#7 – Books – But Only After the Movie Comes Out

22 10 2009

Bogans will tell you that they love to read. This is convenient, as reading is, by its very nature, a solitary exercise. As books are generally read away from the presence of other people, it is quite simple to assume a mien of intellectuality, and opine solemnly on the quality of either the latest bestseller, or a well-known classic without ever actually having moved beyond the blurb. However, in conducting this kind of surreptitious deception, the bogan leaves itself open to exposure – if a comrade has read the book in question and calls the bluff.

Harry PotterAs such, the bogan is far more inclined to wholeheartedly embrace the release of books which have subsequently been turned into major motion pictures. The Power of One, Harry Potter, The Da Vinci Code/Angels and Demons, the Twilight series(oh, God, the Twilight series), The Bourne Identity/Supremacy/Ultimatum, Memoirs of a Geisha, Silence of the Lambs, Confessions of a Shopaholic, The Devil Wears Prada, and of course everything by Tom Clancy, John Grisham and Michael Crichton.

An interesting offshoot of this phenomenon is that many bogans actually wind up reading the books in question, as they discover – to their own surprise and amazement – that reading can be an edifying experience. This, of course, leads to the natural point whereby the bogans resume their pompous proclamations about the book, but now it is only to boldly, lamely state that it is ‘way better than the movie.’
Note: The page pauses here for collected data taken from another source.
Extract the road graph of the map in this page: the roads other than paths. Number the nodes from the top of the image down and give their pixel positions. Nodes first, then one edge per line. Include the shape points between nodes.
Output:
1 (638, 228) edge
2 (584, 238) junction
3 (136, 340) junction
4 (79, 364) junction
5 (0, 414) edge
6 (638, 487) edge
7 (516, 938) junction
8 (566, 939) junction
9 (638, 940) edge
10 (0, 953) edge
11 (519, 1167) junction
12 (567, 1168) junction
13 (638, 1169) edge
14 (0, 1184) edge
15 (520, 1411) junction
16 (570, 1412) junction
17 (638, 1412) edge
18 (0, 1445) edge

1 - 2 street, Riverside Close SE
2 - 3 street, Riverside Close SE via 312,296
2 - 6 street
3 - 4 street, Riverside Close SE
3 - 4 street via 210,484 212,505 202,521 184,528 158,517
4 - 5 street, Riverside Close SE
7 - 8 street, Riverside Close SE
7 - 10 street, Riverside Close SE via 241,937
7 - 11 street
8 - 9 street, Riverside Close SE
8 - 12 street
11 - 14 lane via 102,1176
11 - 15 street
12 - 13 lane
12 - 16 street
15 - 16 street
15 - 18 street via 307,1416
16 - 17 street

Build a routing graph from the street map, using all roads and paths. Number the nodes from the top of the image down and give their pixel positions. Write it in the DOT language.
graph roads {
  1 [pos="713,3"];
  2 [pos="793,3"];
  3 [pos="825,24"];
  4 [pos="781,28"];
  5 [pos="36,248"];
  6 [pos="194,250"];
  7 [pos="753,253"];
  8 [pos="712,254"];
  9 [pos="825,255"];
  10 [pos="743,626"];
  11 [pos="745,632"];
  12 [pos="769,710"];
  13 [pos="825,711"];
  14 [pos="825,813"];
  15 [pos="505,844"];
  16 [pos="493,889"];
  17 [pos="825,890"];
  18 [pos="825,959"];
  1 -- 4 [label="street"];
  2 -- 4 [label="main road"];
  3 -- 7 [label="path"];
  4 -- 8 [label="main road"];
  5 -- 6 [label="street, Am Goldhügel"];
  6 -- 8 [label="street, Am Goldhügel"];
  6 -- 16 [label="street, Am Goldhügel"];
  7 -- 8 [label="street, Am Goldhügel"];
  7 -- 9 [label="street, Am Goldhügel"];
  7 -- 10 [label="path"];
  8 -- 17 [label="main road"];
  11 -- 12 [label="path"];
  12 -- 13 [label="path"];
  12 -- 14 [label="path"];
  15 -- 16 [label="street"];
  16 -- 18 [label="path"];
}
This is a ruse, as no bogan worth their salt would willingly sit through all 13,000 pages of the sixth Harry Potter installment without the film to act as their equivalent of a study guide. That imagination shit’s overrated anyway. More sophisticated bogans have, by the way, graduated beyond such primitive options, having discovered Sparknotes, creating an entirely new bogan literary subculture.

However, no one – not even the most late-adopting, slogan wearing bogan, would ever touch the novelization of a film. That would be going too far.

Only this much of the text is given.